DATA SECTION>

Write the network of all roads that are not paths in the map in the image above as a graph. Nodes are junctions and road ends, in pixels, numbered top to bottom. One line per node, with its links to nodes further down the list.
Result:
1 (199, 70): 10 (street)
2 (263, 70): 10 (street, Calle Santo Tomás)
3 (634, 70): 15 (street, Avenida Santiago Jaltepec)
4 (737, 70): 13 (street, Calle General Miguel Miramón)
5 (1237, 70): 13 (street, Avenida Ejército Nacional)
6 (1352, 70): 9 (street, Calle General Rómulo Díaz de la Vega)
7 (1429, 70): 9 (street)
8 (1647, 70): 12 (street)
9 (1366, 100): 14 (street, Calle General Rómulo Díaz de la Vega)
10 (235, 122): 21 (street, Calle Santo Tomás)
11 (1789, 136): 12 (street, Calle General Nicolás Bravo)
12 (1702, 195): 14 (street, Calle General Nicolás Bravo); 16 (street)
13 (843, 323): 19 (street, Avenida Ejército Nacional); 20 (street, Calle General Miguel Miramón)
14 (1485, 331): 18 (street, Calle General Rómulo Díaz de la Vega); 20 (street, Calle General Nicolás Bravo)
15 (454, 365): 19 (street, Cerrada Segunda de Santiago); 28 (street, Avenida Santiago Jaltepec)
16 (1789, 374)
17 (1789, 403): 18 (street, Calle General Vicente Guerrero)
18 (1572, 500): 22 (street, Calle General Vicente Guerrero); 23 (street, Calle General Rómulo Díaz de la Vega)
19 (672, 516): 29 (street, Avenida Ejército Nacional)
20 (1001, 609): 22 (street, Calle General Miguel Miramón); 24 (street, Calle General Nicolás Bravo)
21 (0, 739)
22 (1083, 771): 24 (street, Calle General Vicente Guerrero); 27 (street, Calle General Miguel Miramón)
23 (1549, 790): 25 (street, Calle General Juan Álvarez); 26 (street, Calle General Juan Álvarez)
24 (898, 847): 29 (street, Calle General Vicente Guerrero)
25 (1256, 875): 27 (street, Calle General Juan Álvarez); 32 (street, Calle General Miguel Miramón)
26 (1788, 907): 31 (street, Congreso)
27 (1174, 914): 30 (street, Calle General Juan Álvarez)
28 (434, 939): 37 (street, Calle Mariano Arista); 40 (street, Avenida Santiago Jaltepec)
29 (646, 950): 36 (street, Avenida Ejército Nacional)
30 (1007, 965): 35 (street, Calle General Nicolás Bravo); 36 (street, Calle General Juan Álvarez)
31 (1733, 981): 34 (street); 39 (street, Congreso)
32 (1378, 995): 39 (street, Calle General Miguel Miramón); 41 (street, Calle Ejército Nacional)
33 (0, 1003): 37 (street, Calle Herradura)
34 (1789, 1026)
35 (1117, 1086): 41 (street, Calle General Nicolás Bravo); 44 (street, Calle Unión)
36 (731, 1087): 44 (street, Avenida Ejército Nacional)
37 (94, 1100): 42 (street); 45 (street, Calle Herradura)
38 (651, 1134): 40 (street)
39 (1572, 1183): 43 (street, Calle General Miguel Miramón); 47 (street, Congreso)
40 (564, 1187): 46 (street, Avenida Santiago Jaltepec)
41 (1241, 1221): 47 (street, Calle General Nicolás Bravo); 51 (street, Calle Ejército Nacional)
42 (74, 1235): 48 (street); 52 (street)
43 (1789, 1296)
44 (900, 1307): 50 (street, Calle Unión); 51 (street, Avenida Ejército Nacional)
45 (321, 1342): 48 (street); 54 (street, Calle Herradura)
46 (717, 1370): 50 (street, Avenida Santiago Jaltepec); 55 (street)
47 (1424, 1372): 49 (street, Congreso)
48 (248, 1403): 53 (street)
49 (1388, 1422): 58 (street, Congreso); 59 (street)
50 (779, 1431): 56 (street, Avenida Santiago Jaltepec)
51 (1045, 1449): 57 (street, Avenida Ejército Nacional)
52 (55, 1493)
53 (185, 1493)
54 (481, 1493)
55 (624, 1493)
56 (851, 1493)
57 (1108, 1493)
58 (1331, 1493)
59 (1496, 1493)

TASK ITEM> Your job is to retype all of the material exactly.

RESULT>
Write the network of all roads that are not paths in the map in the image above as a graph. Nodes are junctions and road ends, in pixels, numbered top to bottom. One line per node, with its links to nodes further down the list.
Result:
1 (199, 70): 10 (street)
2 (263, 70): 10 (street, Calle Santo Tomás)
3 (634, 70): 15 (street, Avenida Santiago Jaltepec)
4 (737, 70): 13 (street, Calle General Miguel Miramón)
5 (1237, 70): 13 (street, Avenida Ejército Nacional)
6 (1352, 70): 9 (street, Calle General Rómulo Díaz de la Vega)
7 (1429, 70): 9 (street)
8 (1647, 70): 12 (street)
9 (1366, 100): 14 (street, Calle General Rómulo Díaz de la Vega)
10 (235, 122): 21 (street, Calle Santo Tomás)
11 (1789, 136): 12 (street, Calle General Nicolás Bravo)
12 (1702, 195): 14 (street, Calle General Nicolás Bravo); 16 (street)
13 (843, 323): 19 (street, Avenida Ejército Nacional); 20 (street, Calle General Miguel Miramón)
14 (1485, 331): 18 (street, Calle General Rómulo Díaz de la Vega); 20 (street, Calle General Nicolás Bravo)
15 (454, 365): 19 (street, Cerrada Segunda de Santiago); 28 (street, Avenida Santiago Jaltepec)
16 (1789, 374)
17 (1789, 403): 18 (street, Calle General Vicente Guerrero)
18 (1572, 500): 22 (street, Calle General Vicente Guerrero); 23 (street, Calle General Rómulo Díaz de la Vega)
19 (672, 516): 29 (street, Avenida Ejército Nacional)
20 (1001, 609): 22 (street, Calle General Miguel Miramón); 24 (street, Calle General Nicolás Bravo)
21 (0, 739)
22 (1083, 771): 24 (street, Calle General Vicente Guerrero); 27 (street, Calle General Miguel Miramón)
23 (1549, 790): 25 (street, Calle General Juan Álvarez); 26 (street, Calle General Juan Álvarez)
24 (898, 847): 29 (street, Calle General Vicente Guerrero)
25 (1256, 875): 27 (street, Calle General Juan Álvarez); 32 (street, Calle General Miguel Miramón)
26 (1788, 907): 31 (street, Congreso)
27 (1174, 914): 30 (street, Calle General Juan Álvarez)
28 (434, 939): 37 (street, Calle Mariano Arista); 40 (street, Avenida Santiago Jaltepec)
29 (646, 950): 36 (street, Avenida Ejército Nacional)
30 (1007, 965): 35 (street, Calle General Nicolás Bravo); 36 (street, Calle General Juan Álvarez)
31 (1733, 981): 34 (street); 39 (street, Congreso)
32 (1378, 995): 39 (street, Calle General Miguel Miramón); 41 (street, Calle Ejército Nacional)
33 (0, 1003): 37 (street, Calle Herradura)
34 (1789, 1026)
35 (1117, 1086): 41 (street, Calle General Nicolás Bravo); 44 (street, Calle Unión)
36 (731, 1087): 44 (street, Avenida Ejército Nacional)
37 (94, 1100): 42 (street); 45 (street, Calle Herradura)
38 (651, 1134): 40 (street)
39 (1572, 1183): 43 (street, Calle General Miguel Miramón); 47 (street, Congreso)
40 (564, 1187): 46 (street, Avenida Santiago Jaltepec)
41 (1241, 1221): 47 (street, Calle General Nicolás Bravo); 51 (street, Calle Ejército Nacional)
42 (74, 1235): 48 (street); 52 (street)
43 (1789, 1296)
44 (900, 1307): 50 (street, Calle Unión); 51 (street, Avenida Ejército Nacional)
45 (321, 1342): 48 (street); 54 (street, Calle Herradura)
46 (717, 1370): 50 (street, Avenida Santiago Jaltepec); 55 (street)
47 (1424, 1372): 49 (street, Congreso)
48 (248, 1403): 53 (street)
49 (1388, 1422): 58 (street, Congreso); 59 (street)
50 (779, 1431): 56 (street, Avenida Santiago Jaltepec)
51 (1045, 1449): 57 (street, Avenida Ejército Nacional)
52 (55, 1493)
53 (185, 1493)
54 (481, 1493)
55 (624, 1493)
56 (851, 1493)
57 (1108, 1493)
58 (1331, 1493)
59 (1496, 1493)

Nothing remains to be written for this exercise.